Assim, dispõe-se no art.343º do CPC: “O cônjuge que tenha posição de terceiro pode, sem autorização do outro, defender por meio de embargos os direitos relativamente aos bens próprios e aos bens comuns que hajam sido indevidamente atingidos pela diligência prevista no artigo anterior”.
Não estamos perante bens próprios da embargante.
Estamos, sim, perante a penhora de bens comuns dos ex-cônjuges – art.740º do CPC.
E dispõe-se no nº1 daquele preceito legal: “Quando, em execução movida contra um só dos cônjuges, forem penhorados bens comuns do casal, por não se conhecerem bens suficientes próprios do executado, é o cônjuge do executado citado para, no prazo de 20 dias, requerer a separação de bens ou juntar certidão comprovativa da pendência da ação em que a separação já tenha sido requerida, sob pena de a execução prosseguir sobre os bens comuns”.
Ora, no caso, a recorrente foi citada nos termos e para os efeitos do disposto no art.740º, nº1, do CPC, o que não vem posto em causa – aliás, tanto quanto decorre dos autos, arguiu a nulidade daquela citação, o que foi indeferido por despacho de 28-11-2017.
Não estamos, assim, perante bens comuns indevidamente atingidos pela penhora.
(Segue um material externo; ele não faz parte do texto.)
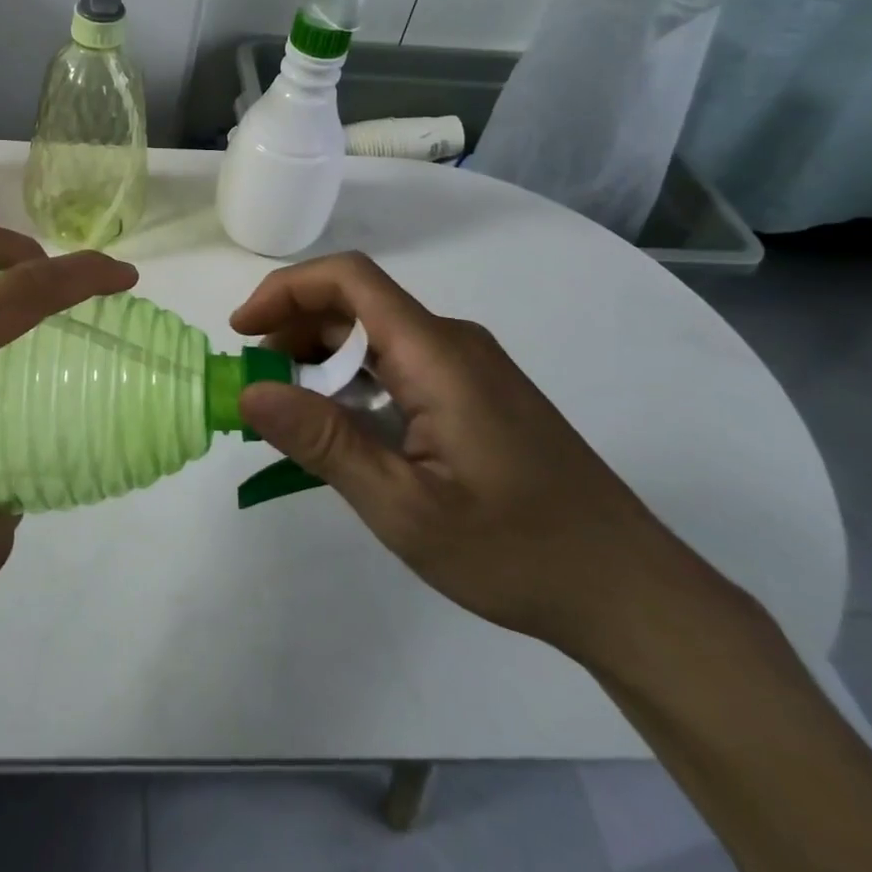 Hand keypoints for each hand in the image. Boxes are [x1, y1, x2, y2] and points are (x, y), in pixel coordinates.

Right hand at [231, 252, 722, 664]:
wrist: (630, 592)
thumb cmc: (516, 550)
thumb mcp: (404, 506)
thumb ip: (324, 442)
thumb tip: (249, 392)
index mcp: (437, 353)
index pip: (349, 279)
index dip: (286, 291)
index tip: (242, 333)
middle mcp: (454, 343)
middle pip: (357, 305)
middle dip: (294, 332)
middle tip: (259, 387)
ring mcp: (470, 368)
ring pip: (377, 337)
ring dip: (322, 362)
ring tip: (291, 414)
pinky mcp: (478, 395)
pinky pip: (400, 366)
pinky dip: (354, 383)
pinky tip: (344, 431)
Não podendo, por isso, a recorrente fazer uso dos embargos de terceiro – cfr., a propósito, LEBRE DE FREITAS e ISABEL ALEXANDRE in CPC Anotado, 1º, 668, e o ac. do STJ de 5-3-2015, in CJ, XXIII, I, 147.
Acrescente-se, apenas, ser irrelevante a data do divórcio, relevando, antes, a da partilha – e, neste caso, estamos perante um bem imóvel do ex-casal ainda não partilhado.
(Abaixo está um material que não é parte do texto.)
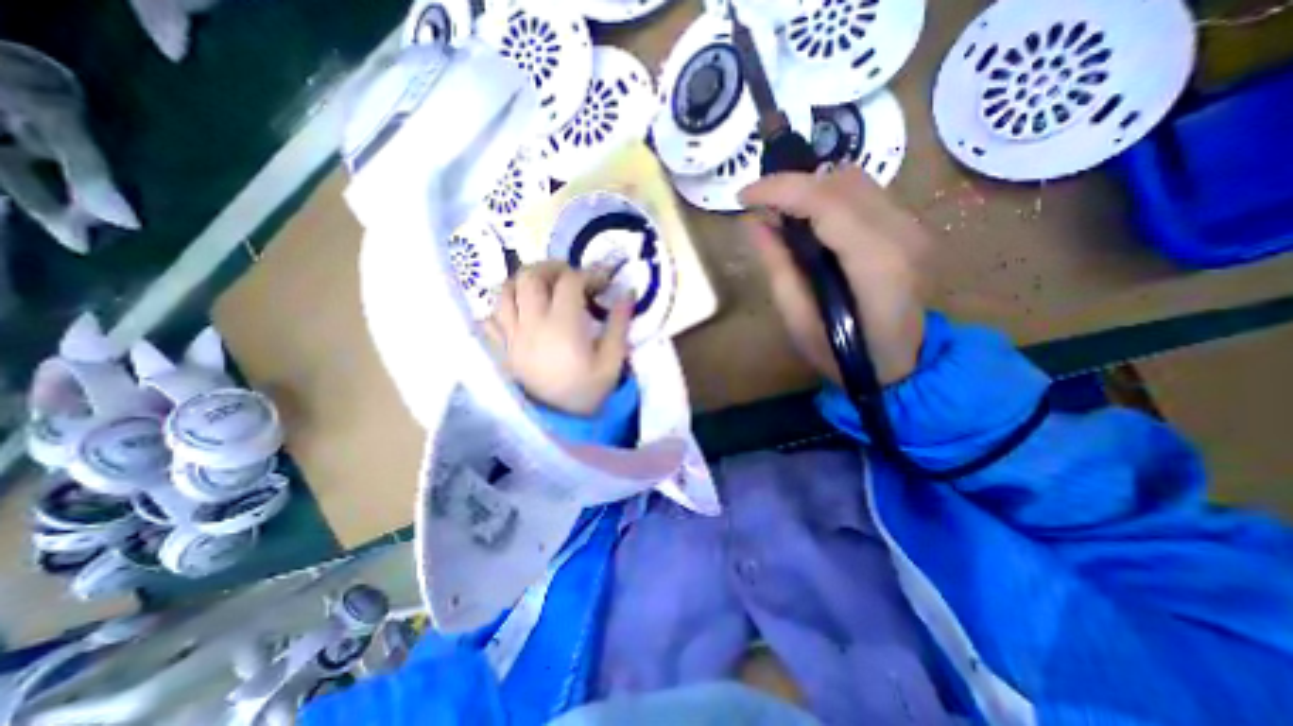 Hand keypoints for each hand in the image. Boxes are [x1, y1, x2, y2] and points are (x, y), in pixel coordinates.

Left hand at [483, 264, 635, 417]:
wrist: (557, 424)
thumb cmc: (587, 393)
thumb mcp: (612, 362)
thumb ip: (619, 325)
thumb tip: (626, 293)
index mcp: (563, 327)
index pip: (569, 282)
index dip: (588, 274)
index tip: (601, 282)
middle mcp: (531, 324)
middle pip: (529, 277)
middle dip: (552, 267)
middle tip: (569, 275)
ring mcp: (510, 336)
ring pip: (504, 291)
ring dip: (524, 281)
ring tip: (542, 288)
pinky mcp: (499, 349)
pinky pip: (489, 318)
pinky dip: (502, 307)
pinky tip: (518, 312)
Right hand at [738, 166, 930, 387]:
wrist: (900, 367)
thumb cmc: (843, 356)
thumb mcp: (798, 321)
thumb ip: (778, 267)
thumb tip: (754, 223)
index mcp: (876, 263)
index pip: (826, 202)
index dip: (780, 189)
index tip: (743, 196)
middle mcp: (903, 233)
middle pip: (842, 181)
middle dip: (792, 185)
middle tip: (759, 207)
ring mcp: (913, 228)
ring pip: (855, 180)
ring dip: (811, 189)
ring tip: (781, 214)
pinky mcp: (911, 228)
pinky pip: (865, 194)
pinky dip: (830, 197)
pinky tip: (810, 221)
Na verdade, mantendo-se o património comum do ex-casal, continua a ter de se observar o disposto no art.740º, nº1, do CPC – cfr. acórdão supra citado.
E que, diferentemente do que parece concluir a recorrente, o facto de o bem penhorado ser o único que resta do património comum – segundo alega a recorrente, em 26-7-2913 procederem à partilha do património comum, restando por partilhar o imóvel penhorado – não transforma o direito do ex-casal que sobre ele incide – comunhão de mão comum – em direito de compropriedade: a forma de pôr fim àquela comunhão será sempre a partilha e não a divisão do bem.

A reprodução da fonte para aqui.